No, it is not erroneous to expect a method to do exactly and only what its
name implies.

Note that the name of the method is not
"String.mapCharactersOneToOneInTheWayThatEnglishCaseMappingWorks()" but
rather "String.toUpperCase()". Perhaps due to your limited exposure of
languages (e.g. only English), you are unable to conceive of scenarios were
converting a text from lower case to uppercase might not work in the same
way that it does in English? That is why I gave an example to you, and
repeatedly ask you not to simply take my word for it, and run it yourself,
to see what the results were.

It is erroneous, of course, to give a method a name that is misleading.

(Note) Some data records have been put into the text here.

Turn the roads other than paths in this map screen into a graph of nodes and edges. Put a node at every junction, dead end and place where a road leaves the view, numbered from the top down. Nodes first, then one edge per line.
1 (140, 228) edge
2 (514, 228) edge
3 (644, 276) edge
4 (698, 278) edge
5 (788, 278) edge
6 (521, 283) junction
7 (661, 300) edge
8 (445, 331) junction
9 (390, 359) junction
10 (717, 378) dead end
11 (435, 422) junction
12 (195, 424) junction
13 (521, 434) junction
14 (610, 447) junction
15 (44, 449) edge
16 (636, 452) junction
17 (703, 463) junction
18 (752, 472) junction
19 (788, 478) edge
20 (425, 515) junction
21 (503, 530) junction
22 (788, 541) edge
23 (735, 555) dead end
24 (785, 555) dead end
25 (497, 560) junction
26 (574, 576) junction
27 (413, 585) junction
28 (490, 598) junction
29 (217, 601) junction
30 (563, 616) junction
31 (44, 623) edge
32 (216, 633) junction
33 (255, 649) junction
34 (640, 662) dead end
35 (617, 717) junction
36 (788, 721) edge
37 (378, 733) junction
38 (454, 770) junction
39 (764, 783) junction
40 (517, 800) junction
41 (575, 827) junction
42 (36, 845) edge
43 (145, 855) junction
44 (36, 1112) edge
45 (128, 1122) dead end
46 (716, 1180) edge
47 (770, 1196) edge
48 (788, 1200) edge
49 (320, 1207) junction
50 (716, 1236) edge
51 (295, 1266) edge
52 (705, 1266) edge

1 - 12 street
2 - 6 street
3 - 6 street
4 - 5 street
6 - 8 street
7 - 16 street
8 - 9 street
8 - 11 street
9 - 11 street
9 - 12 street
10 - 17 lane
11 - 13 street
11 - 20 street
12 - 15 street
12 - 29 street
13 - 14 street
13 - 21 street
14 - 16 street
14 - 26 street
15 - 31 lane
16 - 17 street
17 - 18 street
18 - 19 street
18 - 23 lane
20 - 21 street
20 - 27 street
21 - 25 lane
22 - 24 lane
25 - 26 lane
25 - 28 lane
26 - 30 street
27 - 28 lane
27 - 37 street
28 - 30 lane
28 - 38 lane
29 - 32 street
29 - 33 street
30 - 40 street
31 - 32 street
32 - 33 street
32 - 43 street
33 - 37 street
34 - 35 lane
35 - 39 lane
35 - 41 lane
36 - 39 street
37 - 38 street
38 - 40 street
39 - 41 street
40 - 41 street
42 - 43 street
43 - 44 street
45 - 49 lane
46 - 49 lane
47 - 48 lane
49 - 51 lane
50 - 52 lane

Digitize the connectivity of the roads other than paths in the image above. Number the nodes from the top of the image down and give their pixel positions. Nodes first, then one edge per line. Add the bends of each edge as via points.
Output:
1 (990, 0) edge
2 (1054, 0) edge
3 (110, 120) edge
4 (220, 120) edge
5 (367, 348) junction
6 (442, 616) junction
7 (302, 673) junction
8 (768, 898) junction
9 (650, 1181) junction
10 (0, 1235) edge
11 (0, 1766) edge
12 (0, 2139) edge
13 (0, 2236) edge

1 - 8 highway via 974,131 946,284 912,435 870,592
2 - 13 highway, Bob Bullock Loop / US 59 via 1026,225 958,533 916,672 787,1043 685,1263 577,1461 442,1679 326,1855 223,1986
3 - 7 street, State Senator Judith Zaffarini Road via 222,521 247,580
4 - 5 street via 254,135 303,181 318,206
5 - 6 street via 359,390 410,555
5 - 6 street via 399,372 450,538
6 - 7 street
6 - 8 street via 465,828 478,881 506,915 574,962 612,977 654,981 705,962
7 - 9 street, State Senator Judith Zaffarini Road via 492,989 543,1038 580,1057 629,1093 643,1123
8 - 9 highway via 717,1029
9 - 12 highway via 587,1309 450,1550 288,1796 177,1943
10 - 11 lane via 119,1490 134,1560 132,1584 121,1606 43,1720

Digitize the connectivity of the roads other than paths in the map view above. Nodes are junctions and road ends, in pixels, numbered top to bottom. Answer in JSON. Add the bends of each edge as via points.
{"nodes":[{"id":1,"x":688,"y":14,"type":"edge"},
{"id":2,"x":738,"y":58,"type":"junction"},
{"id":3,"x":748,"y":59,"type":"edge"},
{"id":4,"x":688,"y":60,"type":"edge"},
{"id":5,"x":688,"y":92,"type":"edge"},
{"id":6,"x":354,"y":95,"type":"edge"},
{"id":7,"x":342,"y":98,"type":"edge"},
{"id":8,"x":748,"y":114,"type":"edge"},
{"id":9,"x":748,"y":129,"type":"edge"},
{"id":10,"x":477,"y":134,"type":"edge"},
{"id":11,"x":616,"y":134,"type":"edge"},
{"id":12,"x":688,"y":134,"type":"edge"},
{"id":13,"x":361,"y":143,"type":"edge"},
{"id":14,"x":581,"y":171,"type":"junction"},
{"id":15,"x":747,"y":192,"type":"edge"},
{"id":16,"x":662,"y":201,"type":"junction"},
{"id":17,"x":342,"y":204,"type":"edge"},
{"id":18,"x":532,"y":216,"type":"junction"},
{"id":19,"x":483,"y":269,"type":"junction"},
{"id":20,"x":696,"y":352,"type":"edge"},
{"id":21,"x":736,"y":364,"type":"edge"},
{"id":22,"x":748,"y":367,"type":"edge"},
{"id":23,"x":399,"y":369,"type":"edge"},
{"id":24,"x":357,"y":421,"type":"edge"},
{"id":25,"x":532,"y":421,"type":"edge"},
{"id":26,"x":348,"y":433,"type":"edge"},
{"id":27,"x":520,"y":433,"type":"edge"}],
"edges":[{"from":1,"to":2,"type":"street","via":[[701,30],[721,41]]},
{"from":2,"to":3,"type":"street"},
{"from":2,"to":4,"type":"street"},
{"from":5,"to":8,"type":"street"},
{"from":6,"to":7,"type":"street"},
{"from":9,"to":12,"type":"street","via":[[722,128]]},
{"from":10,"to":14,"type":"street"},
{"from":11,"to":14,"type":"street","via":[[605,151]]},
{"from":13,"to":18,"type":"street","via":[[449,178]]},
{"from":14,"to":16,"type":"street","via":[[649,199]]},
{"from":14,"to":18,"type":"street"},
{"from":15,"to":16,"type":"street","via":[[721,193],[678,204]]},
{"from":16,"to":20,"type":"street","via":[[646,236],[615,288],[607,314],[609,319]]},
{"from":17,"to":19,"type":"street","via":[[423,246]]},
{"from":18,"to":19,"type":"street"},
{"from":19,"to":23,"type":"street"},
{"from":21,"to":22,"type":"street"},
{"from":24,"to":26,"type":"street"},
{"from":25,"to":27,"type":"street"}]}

If
toUpperCase needs a lengthy documentation block explaining why its
behavior is surprising, then it's a sure bet that it should not have been
named that, since it's apparently really
toUpperCaseAndDoesSomeExtraStuffToo.

I believe that having "ß".toUpperCase() yield "SS" is surprising only to
those who are unfamiliar with the ß character. Probably to most German
speakers, this behaviour is very non-surprising, and in fact, expected.

[...]

It sounds like toUpperCase has a "badly misleading" name since it
(supposedly) does transformations that go well beyond what is normally
meant by everyday blokes by "to upper case", and the method name is
supposed to be a reasonably meaningful capsule summary for everyday blokes
of what the method does.

I think "everyday blokes" are unqualified to have any expectations of
have the concepts of upper case and lower case mean in an international
setting. These blokes may have a good idea of what these concepts mean in
their particular language, but unless they are linguists, they probably have
no idea what these concepts might mean in other languages. Such blokes are
probably unqualified to request that the linguists and the unicode
consortium redefine their concept of uppercase and lowercase to suit said
blokes.

Similarly, an everyday bloke might be surprised about the output of the
following Java program:

<code>
public class Test {
public static void main(String args[]) {
System.out.println(0.1 + 0.2 == 0.3);
}
}
</code>

But unless said bloke studied numerical computing, or at the very least,
has a understanding of the binary representation system for numbers, said
bloke is probably unqualified to request that the computer scientists and
IEEE redefine floating point computation to suit said blokes.

If a method is supposed to do behavior that's surprising for any English
speaker but not for a German speaker, maybe it should have a German rather
than an English name?

I claim that there exists at least one English speaker for which its
behaviour is not surprisingly (me).

If it's supposed to do locale-dependent stuff, then it should have a
version that accepts a Locale object.

It does. See the JavaDocs.

The version that doesn't shouldn't surprise English speakers;

It doesn't surprise me.

Are you basically saying that it should not surprise ANY English
speaker? What if I had a cousin, "Surprised Sally" we call her, who is
surprised at everything. And she's an English speaker. No matter what the
implementation of toUpperCase is, it would surprise her.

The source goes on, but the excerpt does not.